Finalmente le ayudé a limpiarse su boca, que estaba llena de azúcar. Y listo. De regreso a la sala.

Durante las siguientes semanas, intenté averiguar si la niña seguía comiendo azúcar. Actuando como distraído le pregunté a mi madre. Ella me respondió que no, que ya se le había pasado eso.

En noviembre de ese mismo año (2000), el abuelito de mi sobrina se fue al cielo.

Pero su amor y sus enseñanzas perduran hasta el día de hoy. Diez años después, la nieta de mi padre daba un memorable discurso de graduación de su escuela primaria.

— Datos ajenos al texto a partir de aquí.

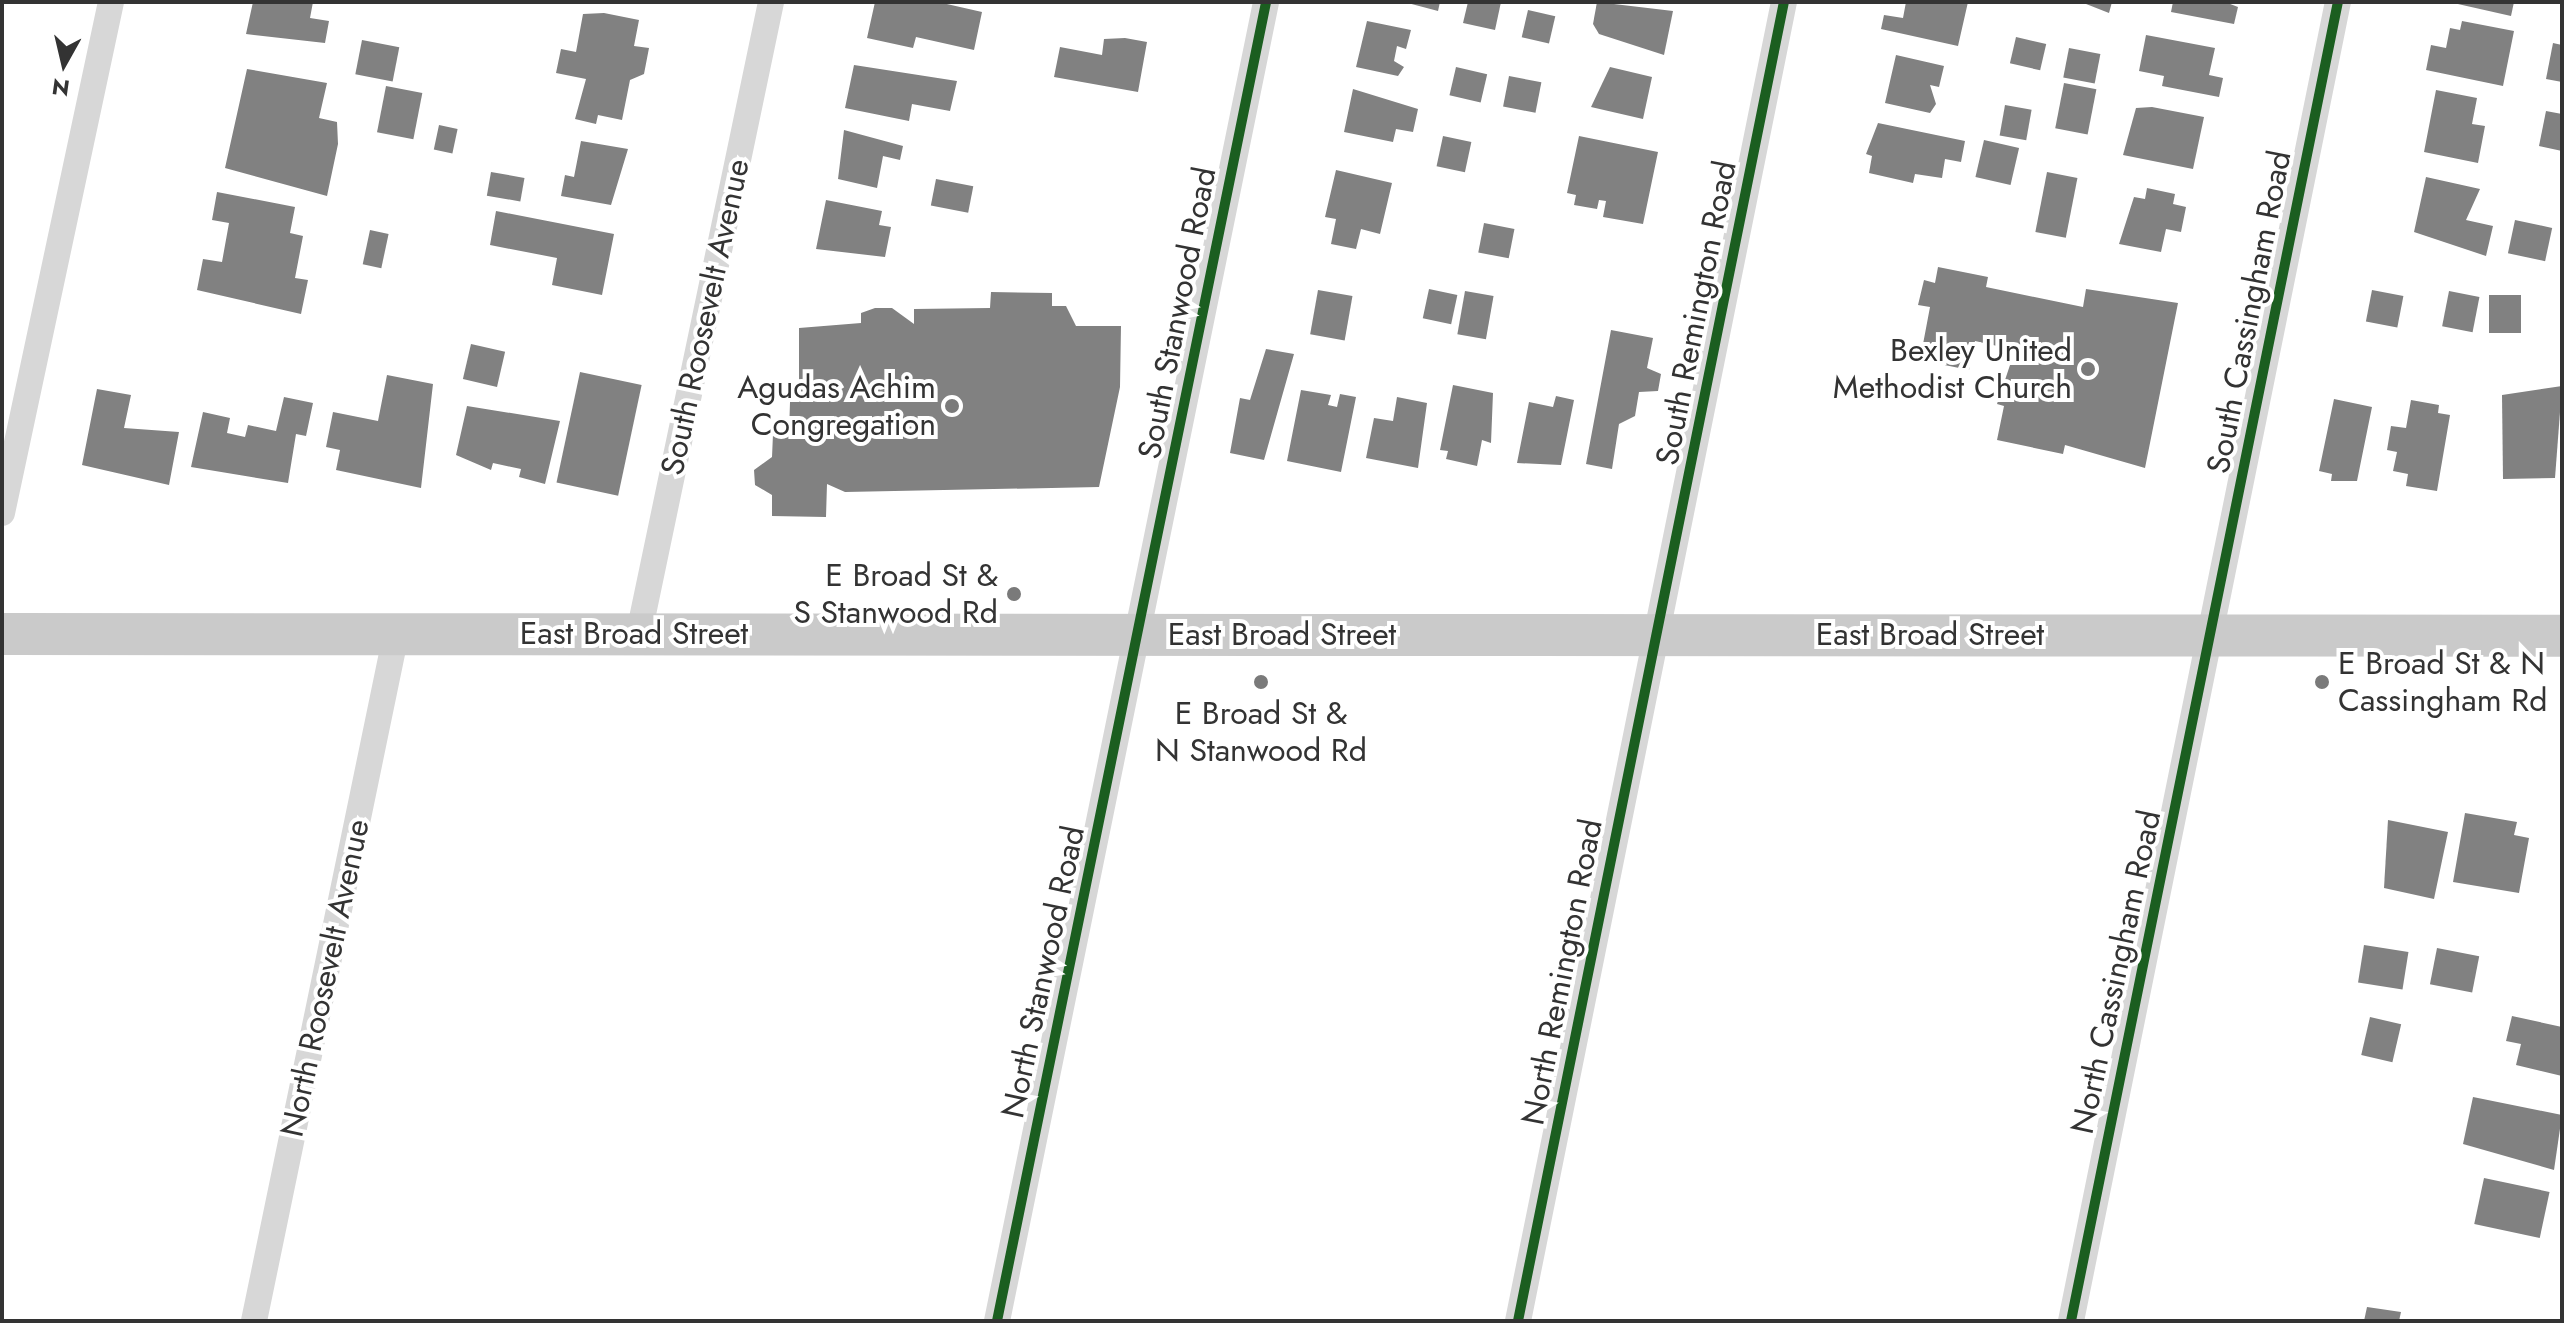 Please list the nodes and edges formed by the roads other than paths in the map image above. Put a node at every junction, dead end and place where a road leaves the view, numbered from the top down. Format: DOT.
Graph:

Años después, la misma nieta de mi padre se graduaba Magna Cum Laude en ciencias químicas en una universidad en el extranjero.

Y el día de hoy, la misma nieta de mi padre, mi amada sobrina Valeria, celebra su cumpleaños número veinte y tantos.

Sus abuelitos Oscar, Alejandrina y doña Beba, al igual que sus tíos Héctor, Mita, Dorita, su bisabuela Pompo y otros más que la amaron en esta vida, celebran en el cielo su llegada a este mundo.

Y todos los que hoy estamos aquí (tus padres, hermanos, tíos, primos, y amigos), celebramos tu cumpleaños con el corazón repleto de alegría y orgullo, por todo lo que nos has dado y por el gran ser humano en que te has convertido.

¡Feliz Cumpleaños Valeria!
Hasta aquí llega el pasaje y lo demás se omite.